--- EXCERPTED RECORDS Enclosed Below ---

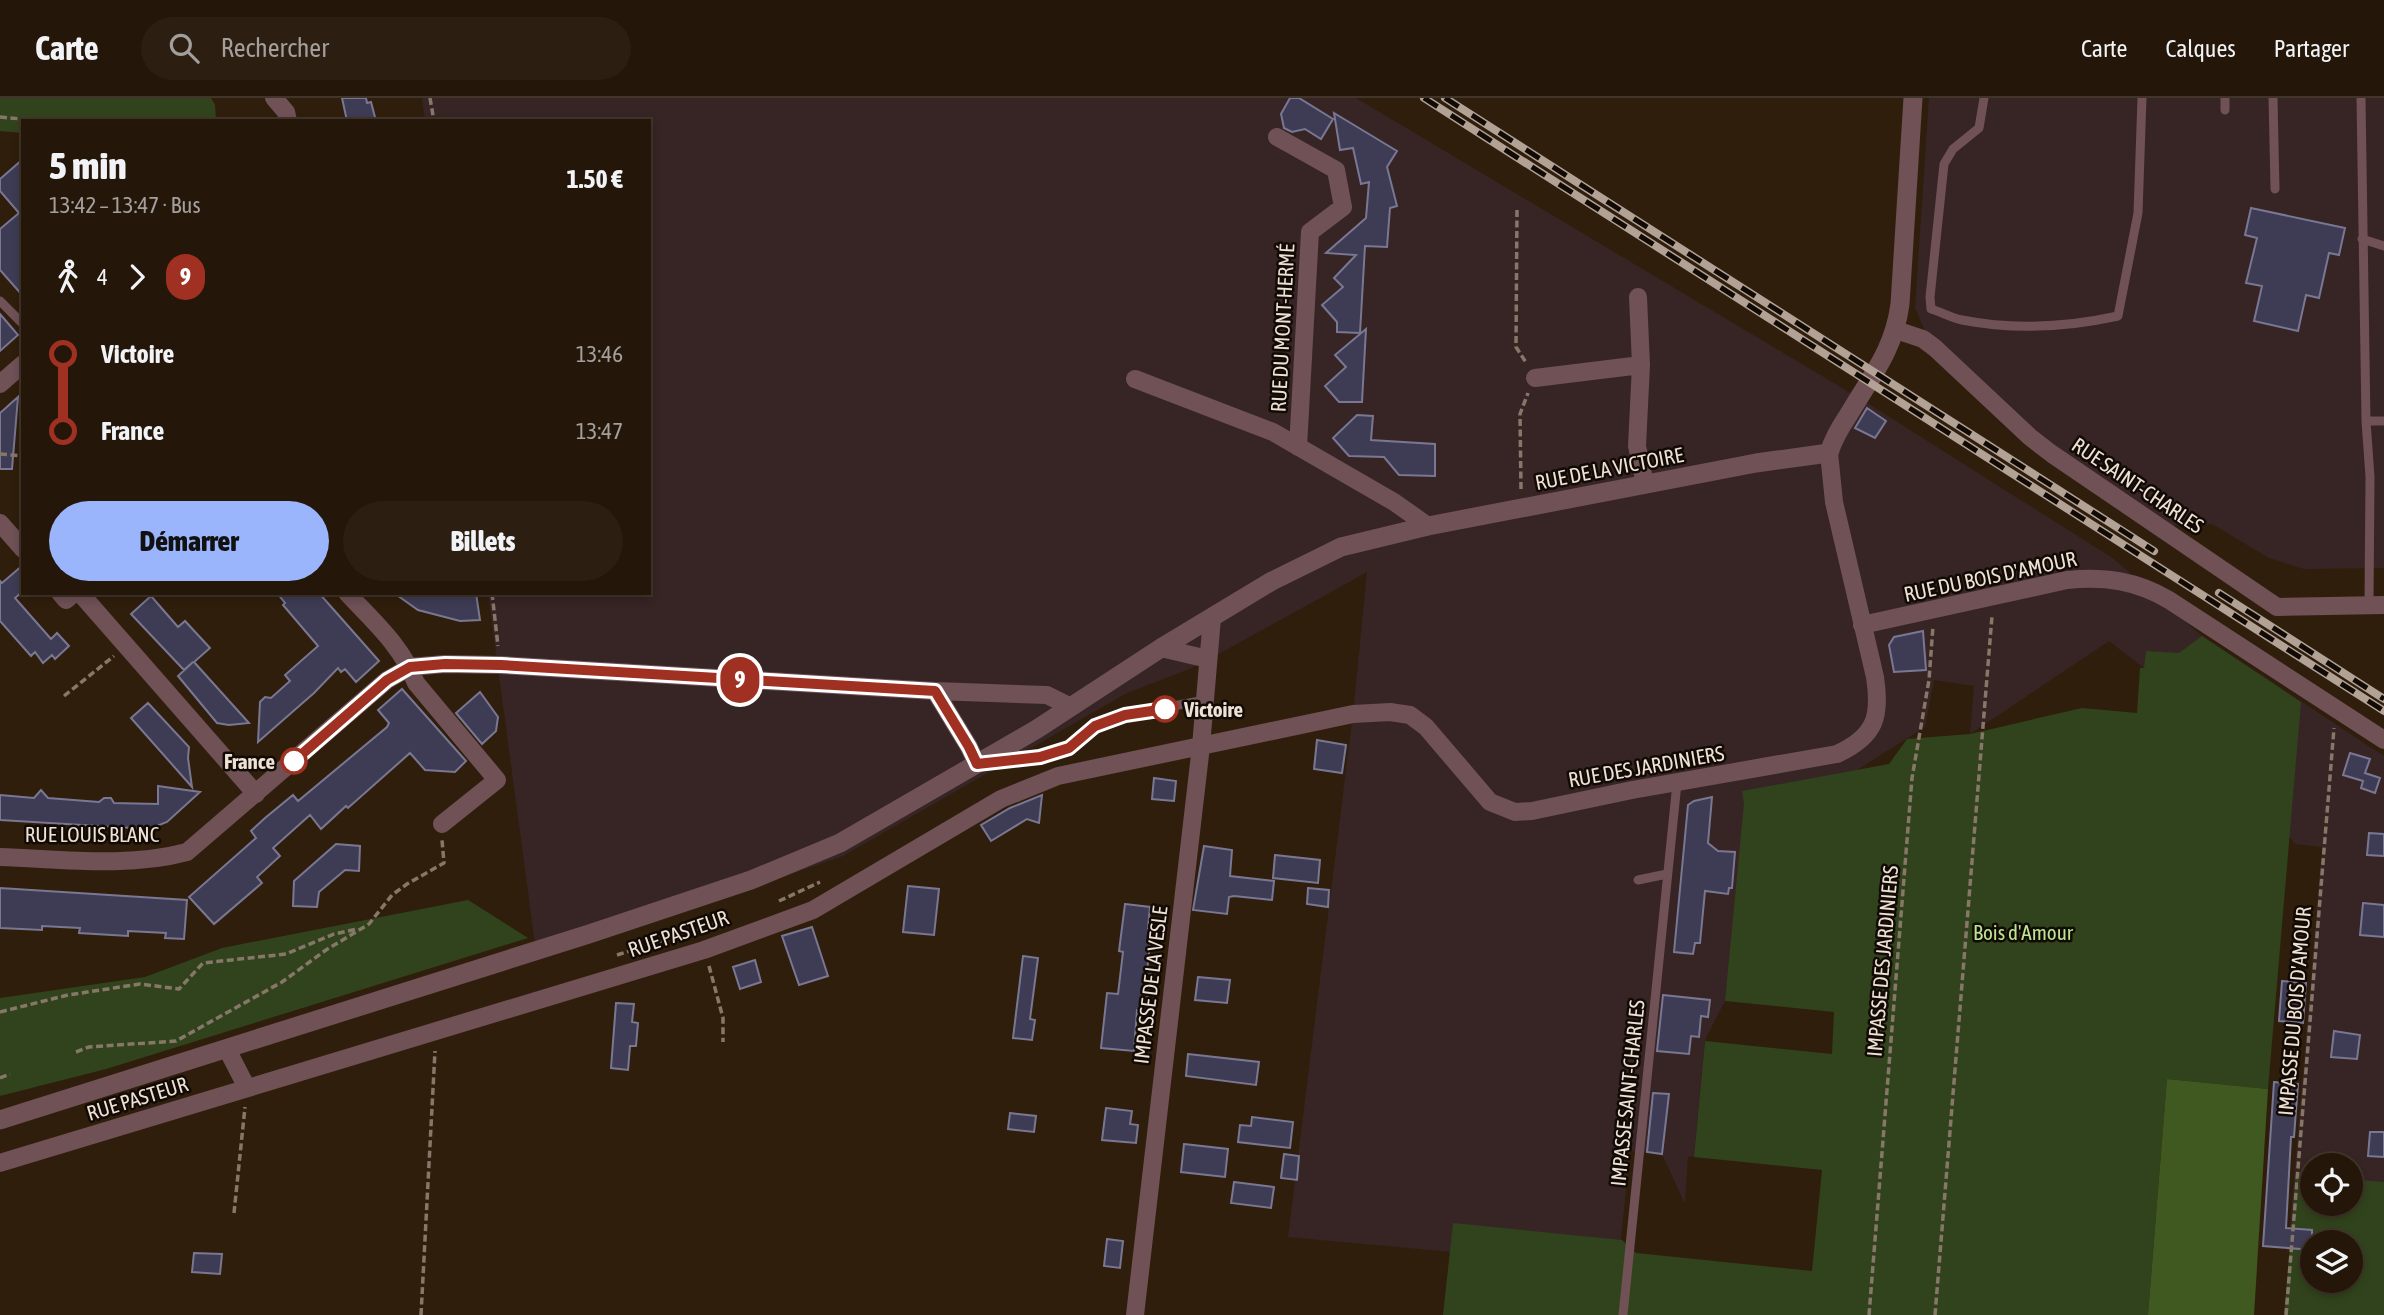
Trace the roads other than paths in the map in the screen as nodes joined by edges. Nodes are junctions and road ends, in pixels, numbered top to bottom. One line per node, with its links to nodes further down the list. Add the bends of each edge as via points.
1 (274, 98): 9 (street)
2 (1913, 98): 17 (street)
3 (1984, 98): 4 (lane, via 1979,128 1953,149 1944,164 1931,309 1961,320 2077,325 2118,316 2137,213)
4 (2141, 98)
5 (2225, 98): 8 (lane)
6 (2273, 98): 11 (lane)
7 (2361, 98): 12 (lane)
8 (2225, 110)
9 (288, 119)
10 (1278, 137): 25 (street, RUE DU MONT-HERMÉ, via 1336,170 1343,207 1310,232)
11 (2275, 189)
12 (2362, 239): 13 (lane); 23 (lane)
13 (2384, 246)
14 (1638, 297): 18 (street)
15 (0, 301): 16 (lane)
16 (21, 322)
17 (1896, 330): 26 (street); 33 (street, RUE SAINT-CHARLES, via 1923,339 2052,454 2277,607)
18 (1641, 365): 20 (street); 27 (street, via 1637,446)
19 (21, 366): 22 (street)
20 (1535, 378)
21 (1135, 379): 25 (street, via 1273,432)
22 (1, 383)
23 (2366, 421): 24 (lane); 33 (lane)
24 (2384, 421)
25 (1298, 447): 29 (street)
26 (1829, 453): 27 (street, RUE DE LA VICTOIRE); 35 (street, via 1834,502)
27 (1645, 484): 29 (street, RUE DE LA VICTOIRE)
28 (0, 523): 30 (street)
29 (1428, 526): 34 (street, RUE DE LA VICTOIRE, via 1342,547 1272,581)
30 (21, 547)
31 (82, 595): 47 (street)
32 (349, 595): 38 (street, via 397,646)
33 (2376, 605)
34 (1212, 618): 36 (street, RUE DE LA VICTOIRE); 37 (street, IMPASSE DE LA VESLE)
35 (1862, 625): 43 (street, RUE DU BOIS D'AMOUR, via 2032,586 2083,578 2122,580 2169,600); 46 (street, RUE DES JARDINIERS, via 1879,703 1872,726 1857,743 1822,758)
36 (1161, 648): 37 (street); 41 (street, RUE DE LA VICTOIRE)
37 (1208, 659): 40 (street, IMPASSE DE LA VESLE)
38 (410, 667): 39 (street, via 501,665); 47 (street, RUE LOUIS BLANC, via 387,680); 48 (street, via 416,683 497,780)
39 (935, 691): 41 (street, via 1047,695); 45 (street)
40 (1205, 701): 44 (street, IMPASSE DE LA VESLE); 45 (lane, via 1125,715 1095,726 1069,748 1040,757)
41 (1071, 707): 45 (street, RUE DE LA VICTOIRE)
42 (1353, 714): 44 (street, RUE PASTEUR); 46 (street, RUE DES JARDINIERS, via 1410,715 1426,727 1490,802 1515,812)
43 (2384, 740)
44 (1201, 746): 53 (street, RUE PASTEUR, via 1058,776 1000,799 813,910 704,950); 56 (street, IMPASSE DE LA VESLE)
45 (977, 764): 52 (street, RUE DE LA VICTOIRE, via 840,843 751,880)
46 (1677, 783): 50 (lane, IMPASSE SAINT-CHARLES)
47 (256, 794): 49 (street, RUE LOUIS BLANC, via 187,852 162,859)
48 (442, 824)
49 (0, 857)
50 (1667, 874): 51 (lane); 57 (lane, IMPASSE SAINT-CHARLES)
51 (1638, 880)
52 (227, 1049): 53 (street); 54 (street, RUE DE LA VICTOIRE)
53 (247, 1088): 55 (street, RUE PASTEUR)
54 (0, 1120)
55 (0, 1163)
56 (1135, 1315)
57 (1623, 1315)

--- End of Enclosed EXCERPTED RECORDS ---
--- EXCERPTED RECORDS Enclosed Below ---

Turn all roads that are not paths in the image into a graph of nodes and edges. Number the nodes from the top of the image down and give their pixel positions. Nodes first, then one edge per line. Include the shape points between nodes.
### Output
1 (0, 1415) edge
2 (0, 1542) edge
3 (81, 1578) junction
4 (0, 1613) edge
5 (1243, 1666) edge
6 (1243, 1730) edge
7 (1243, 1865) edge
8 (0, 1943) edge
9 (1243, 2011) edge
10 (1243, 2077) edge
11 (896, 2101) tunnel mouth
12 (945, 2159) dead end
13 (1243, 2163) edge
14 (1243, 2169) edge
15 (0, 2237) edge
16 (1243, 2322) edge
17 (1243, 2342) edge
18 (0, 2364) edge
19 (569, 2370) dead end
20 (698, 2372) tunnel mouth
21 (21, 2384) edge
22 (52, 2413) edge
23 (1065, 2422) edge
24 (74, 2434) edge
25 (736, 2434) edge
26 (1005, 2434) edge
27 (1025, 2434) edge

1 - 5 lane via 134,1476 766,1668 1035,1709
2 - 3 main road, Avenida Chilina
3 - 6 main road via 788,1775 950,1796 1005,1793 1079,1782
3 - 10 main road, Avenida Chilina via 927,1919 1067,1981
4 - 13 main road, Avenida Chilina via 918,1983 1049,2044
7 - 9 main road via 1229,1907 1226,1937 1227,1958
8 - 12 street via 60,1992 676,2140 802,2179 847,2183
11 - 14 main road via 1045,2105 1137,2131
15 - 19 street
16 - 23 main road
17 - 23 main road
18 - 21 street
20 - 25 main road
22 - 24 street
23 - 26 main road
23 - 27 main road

--- End of Enclosed EXCERPTED RECORDS ---
--- EXCERPTED RECORDS Enclosed Below ---

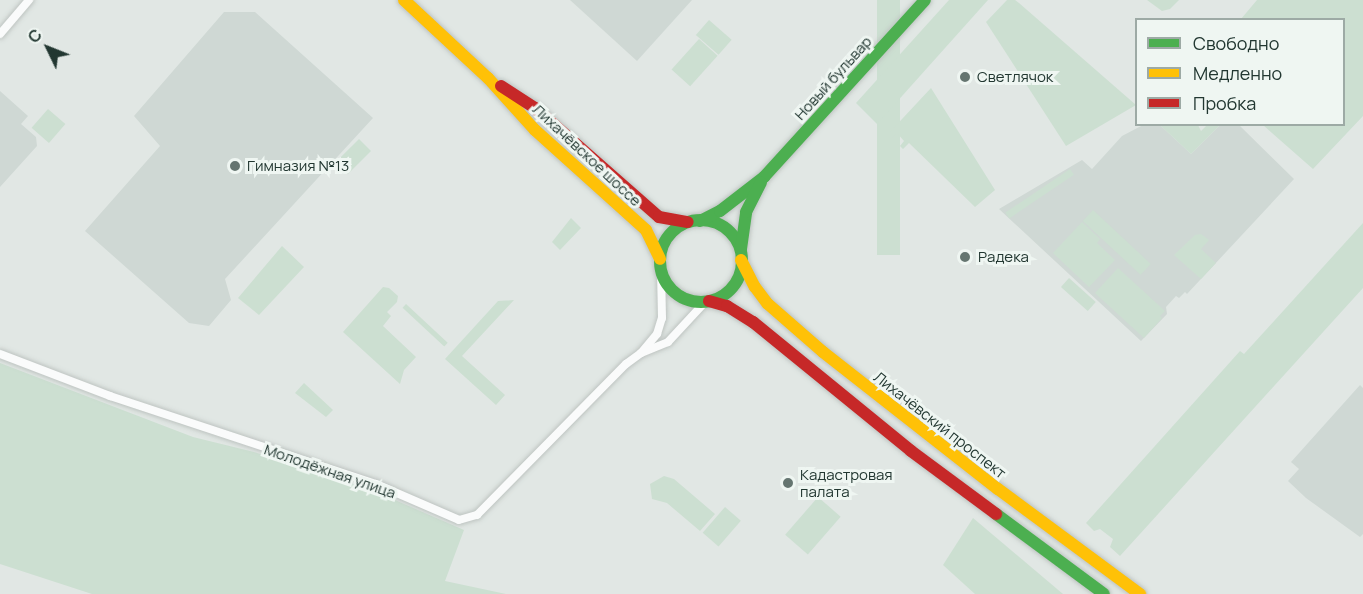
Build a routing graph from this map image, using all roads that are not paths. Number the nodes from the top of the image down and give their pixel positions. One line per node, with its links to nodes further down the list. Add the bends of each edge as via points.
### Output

--- End of Enclosed EXCERPTED RECORDS ---

ACTION ITEM: The word to find is "image". Copy every line of the data that holds it.

ANSWER FOR THE TASK:
Turn all roads that are not paths in the image into a graph of nodes and edges. Number the nodes from the top of the image down and give their pixel positions. Nodes first, then one edge per line. Include the shape points between nodes.
Build a routing graph from this map image, using all roads that are not paths. Number the nodes from the top of the image down and give their pixel positions. One line per node, with its links to nodes further down the list. Add the bends of each edge as via points.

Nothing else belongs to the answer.